What to produce: For the entries that follow, count the lines containing the string "Alessandro" and write only the number.
'''
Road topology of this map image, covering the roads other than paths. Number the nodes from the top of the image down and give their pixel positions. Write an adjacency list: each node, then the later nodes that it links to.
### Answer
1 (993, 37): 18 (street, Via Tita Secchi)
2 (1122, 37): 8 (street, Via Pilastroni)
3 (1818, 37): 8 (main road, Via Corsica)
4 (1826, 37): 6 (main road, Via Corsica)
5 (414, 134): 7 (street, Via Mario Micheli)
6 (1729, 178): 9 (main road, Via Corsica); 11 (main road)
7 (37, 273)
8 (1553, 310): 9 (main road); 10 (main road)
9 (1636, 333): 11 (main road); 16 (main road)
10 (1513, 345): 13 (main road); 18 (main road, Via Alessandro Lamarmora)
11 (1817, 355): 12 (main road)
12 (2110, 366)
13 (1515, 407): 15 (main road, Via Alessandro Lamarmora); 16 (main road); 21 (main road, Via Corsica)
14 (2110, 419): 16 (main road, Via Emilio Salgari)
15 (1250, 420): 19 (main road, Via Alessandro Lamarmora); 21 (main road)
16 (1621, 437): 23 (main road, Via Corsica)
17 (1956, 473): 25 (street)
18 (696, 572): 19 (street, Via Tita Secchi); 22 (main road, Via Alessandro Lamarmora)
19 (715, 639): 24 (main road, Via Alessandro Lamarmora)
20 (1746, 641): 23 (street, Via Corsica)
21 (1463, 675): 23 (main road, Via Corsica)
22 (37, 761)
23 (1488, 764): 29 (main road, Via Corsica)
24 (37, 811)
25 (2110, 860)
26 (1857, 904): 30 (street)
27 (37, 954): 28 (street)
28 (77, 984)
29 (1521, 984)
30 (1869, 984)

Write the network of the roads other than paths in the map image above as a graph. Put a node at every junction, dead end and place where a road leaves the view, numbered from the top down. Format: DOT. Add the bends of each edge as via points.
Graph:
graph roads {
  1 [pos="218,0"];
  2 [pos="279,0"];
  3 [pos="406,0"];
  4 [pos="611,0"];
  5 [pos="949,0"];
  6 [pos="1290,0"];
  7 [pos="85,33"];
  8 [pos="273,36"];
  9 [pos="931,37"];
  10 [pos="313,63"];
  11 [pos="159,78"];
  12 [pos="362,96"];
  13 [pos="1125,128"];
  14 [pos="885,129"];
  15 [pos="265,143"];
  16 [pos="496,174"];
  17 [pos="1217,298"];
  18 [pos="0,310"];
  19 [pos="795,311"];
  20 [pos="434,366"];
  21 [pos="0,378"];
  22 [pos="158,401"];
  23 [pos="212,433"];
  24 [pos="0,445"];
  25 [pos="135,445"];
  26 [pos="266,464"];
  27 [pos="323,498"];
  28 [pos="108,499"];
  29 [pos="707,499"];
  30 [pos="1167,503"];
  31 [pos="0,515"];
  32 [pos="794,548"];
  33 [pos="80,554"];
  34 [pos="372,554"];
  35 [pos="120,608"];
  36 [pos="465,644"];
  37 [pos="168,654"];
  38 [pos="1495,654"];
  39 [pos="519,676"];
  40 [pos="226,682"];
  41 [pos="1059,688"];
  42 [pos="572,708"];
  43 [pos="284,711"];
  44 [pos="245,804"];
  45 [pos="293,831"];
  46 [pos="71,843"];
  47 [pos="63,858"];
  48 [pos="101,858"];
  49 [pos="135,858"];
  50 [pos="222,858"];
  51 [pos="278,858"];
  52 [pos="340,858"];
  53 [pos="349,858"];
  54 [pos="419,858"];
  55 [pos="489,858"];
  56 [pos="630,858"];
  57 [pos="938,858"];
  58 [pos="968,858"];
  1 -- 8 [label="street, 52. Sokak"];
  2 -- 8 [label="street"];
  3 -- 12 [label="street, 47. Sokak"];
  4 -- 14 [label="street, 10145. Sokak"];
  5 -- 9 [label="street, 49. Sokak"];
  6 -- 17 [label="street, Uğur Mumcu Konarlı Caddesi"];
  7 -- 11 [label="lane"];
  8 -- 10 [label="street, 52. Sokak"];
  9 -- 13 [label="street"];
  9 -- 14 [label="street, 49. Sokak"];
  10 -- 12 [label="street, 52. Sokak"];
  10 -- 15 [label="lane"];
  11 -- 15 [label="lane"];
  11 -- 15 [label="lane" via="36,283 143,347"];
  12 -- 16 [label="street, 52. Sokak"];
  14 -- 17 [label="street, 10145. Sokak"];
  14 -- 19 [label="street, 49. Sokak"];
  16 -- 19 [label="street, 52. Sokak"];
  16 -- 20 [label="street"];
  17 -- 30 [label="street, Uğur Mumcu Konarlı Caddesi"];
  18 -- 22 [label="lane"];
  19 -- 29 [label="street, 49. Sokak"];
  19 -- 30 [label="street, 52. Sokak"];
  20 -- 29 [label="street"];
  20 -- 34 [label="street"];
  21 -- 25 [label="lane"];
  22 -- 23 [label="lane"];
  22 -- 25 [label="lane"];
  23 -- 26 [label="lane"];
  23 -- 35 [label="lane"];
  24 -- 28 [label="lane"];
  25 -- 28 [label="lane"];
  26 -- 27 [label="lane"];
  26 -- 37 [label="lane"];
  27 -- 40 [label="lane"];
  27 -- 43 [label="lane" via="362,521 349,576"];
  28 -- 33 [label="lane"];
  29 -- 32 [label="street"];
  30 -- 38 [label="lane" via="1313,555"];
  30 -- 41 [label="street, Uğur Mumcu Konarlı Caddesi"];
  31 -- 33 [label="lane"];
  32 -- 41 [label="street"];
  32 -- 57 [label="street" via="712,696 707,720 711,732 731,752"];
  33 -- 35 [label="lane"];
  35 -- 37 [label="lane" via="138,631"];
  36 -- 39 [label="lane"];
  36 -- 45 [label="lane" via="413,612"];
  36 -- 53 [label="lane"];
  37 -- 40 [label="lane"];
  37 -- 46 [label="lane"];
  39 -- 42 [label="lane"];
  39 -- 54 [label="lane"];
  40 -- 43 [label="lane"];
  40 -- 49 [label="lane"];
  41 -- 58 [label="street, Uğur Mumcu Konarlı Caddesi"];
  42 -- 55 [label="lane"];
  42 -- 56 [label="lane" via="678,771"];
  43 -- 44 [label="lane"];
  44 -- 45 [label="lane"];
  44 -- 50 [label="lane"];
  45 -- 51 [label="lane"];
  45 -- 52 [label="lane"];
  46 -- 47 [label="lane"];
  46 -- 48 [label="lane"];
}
'''
Reply: 5